I often build errands into my daily schedule to help break up the day. I like to go shopping 10 minutes after the stores open. That way I get a good parking spot, beat the rush, don't have to wait in line at the register, and spend probably 15 minutes less at the store than I probably would otherwise. Those 15 minutes can be spent working later. I don't think going shopping with small kids in tow, at peak hours, when everyone else is at the store is particularly fulfilling. I'd rather spend quality time at home with my kids than take them shopping with me at 6 p.m. (These days, actually, I can ask my kids to go shopping for me at 6 p.m., but I find it easier to do it myself, because I don't have to call myself every 5 minutes to clarify what the shopping list means!)
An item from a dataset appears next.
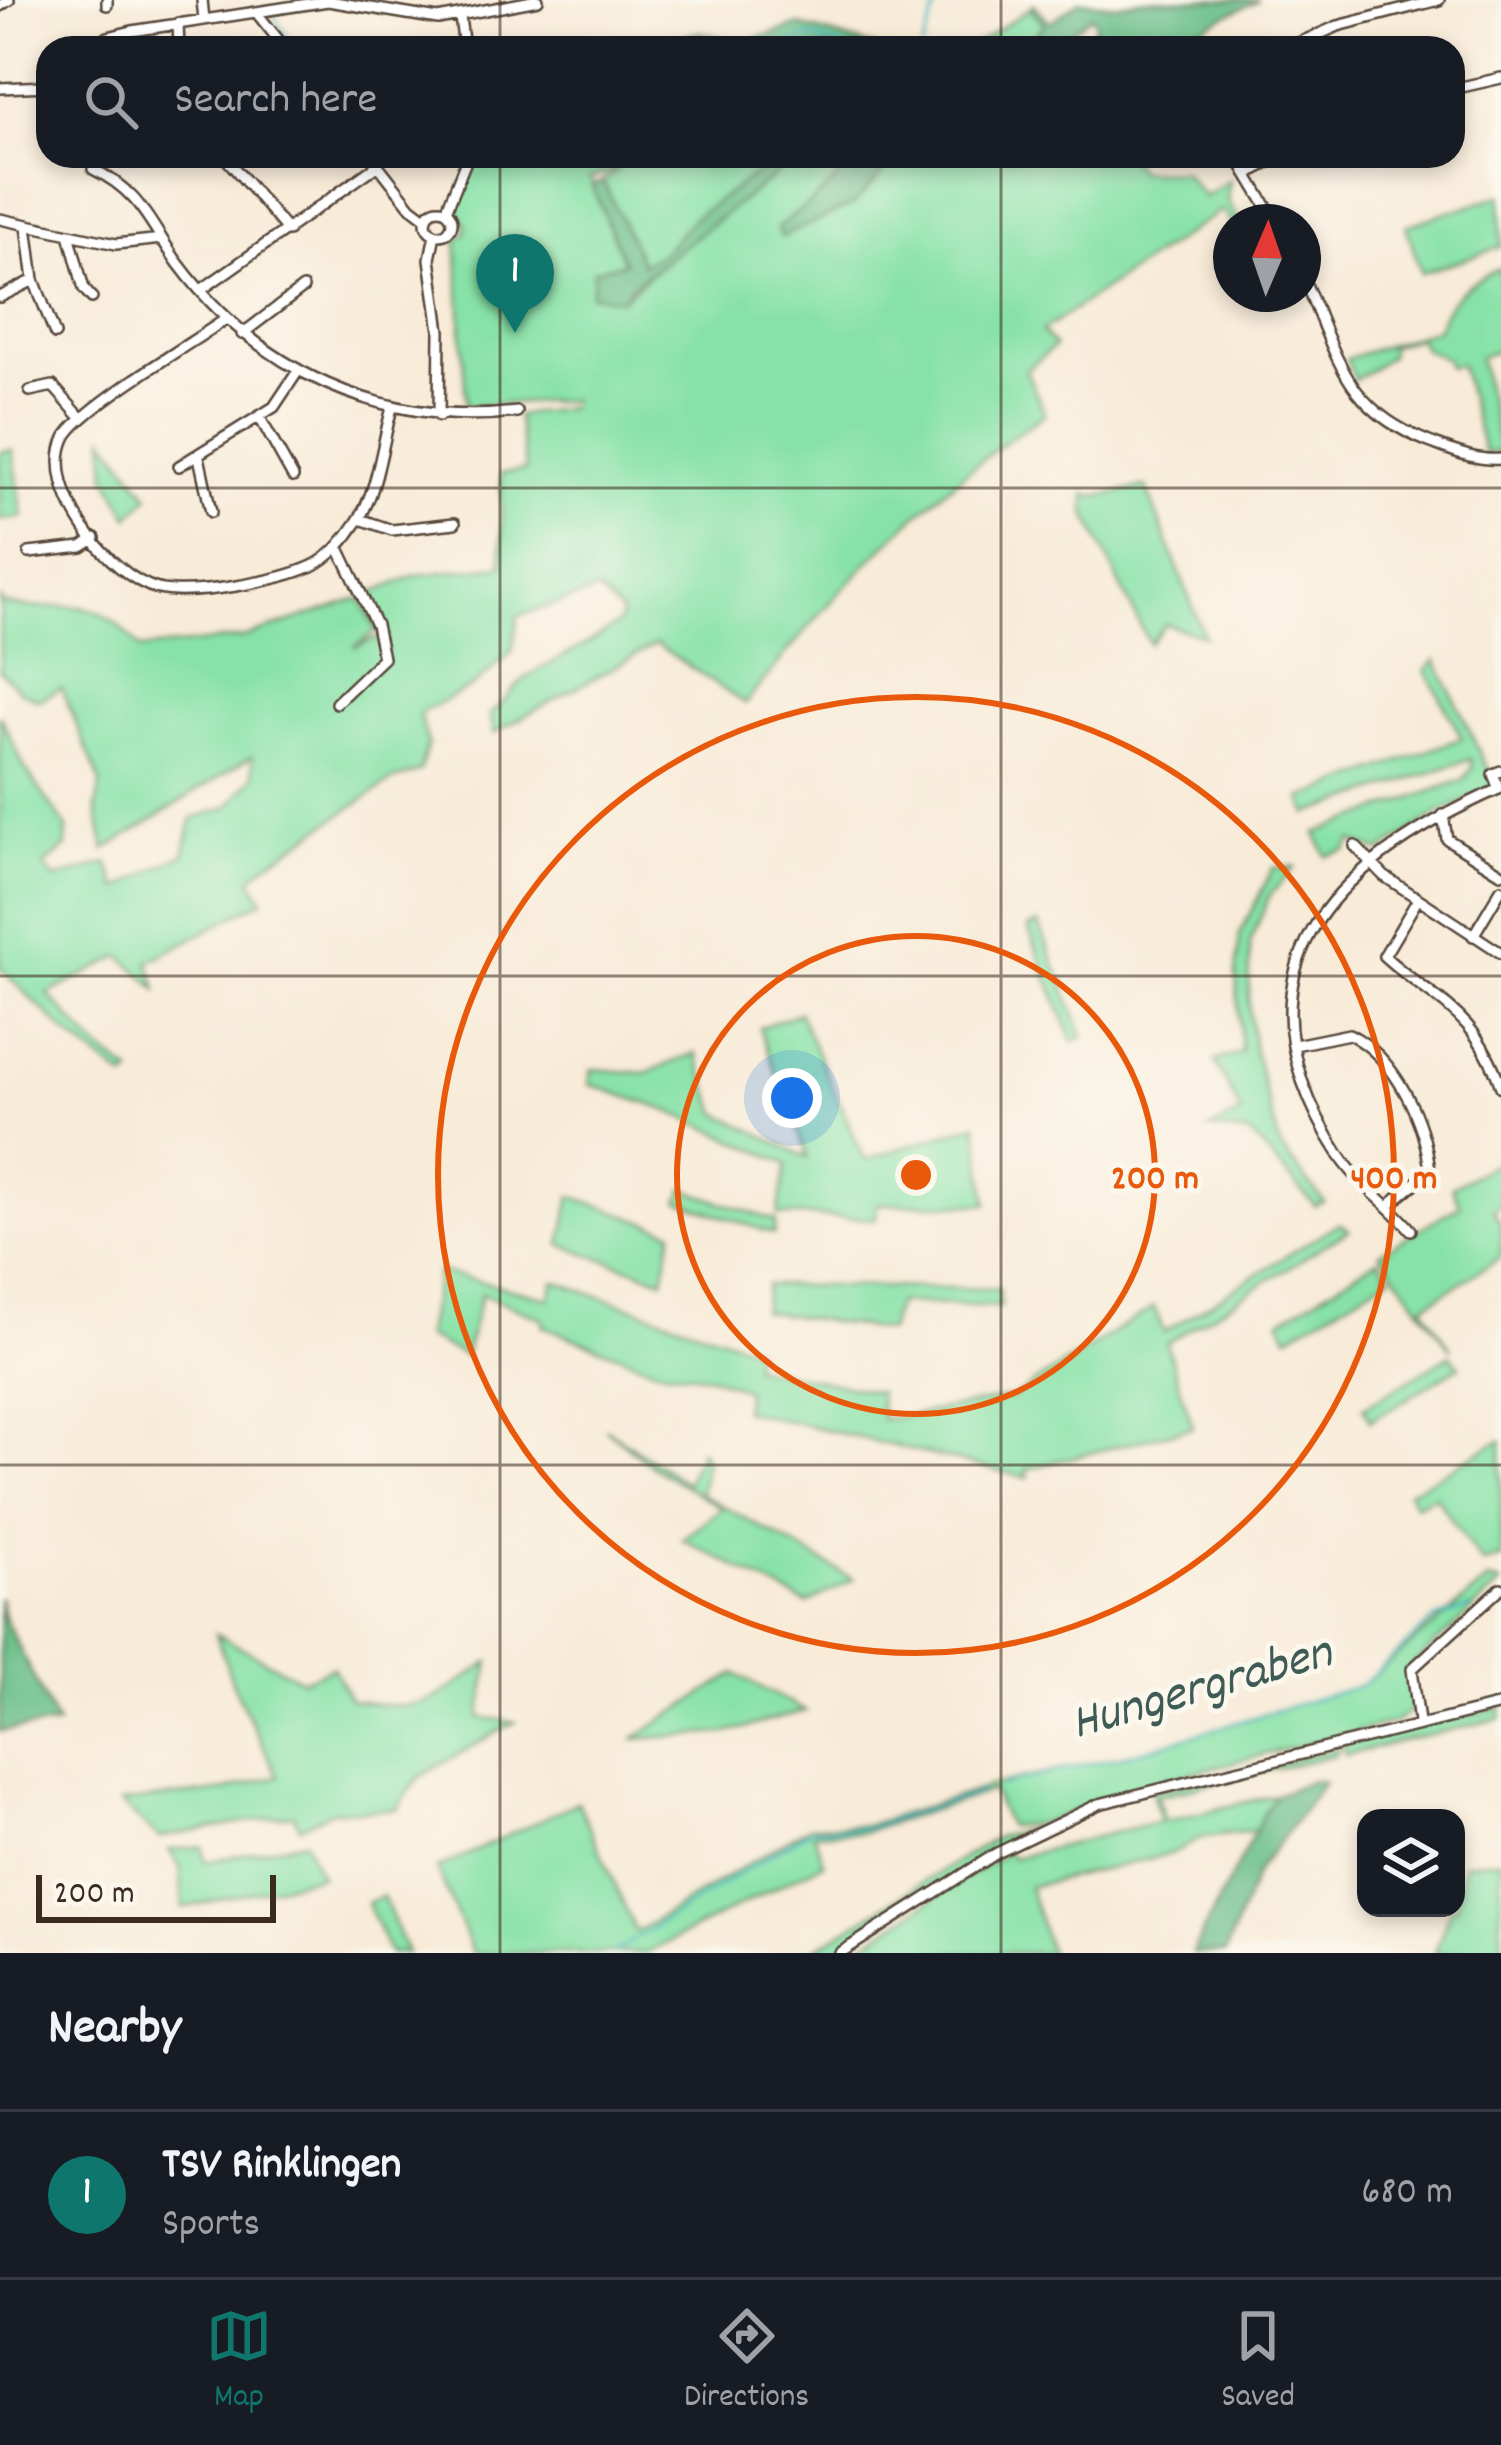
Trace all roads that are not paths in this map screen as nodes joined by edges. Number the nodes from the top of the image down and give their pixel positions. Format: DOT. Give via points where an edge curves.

It's true that there should be a beginning and end to your work day. My work day can begin at 4:30 a.m. and end at 6 p.m., but that doesn't mean I work more than 12 hours a day. It just means that I may decide that I'm on lunch break from 1:30 to 3 p.m. During those hours, my time is my own.

Maybe dressing for success makes some people feel like they have a real job. Maybe a structured environment and regular work schedule helps keep some people on track. I concede that may be true for some types of jobs and some types of people. But does it make them more productive overall? I'm not so sure. What I am sure of is that as a transcriber, my method works just fine for me.

Penina Wolicki is an AAERT Certified Electronic Court Transcriber.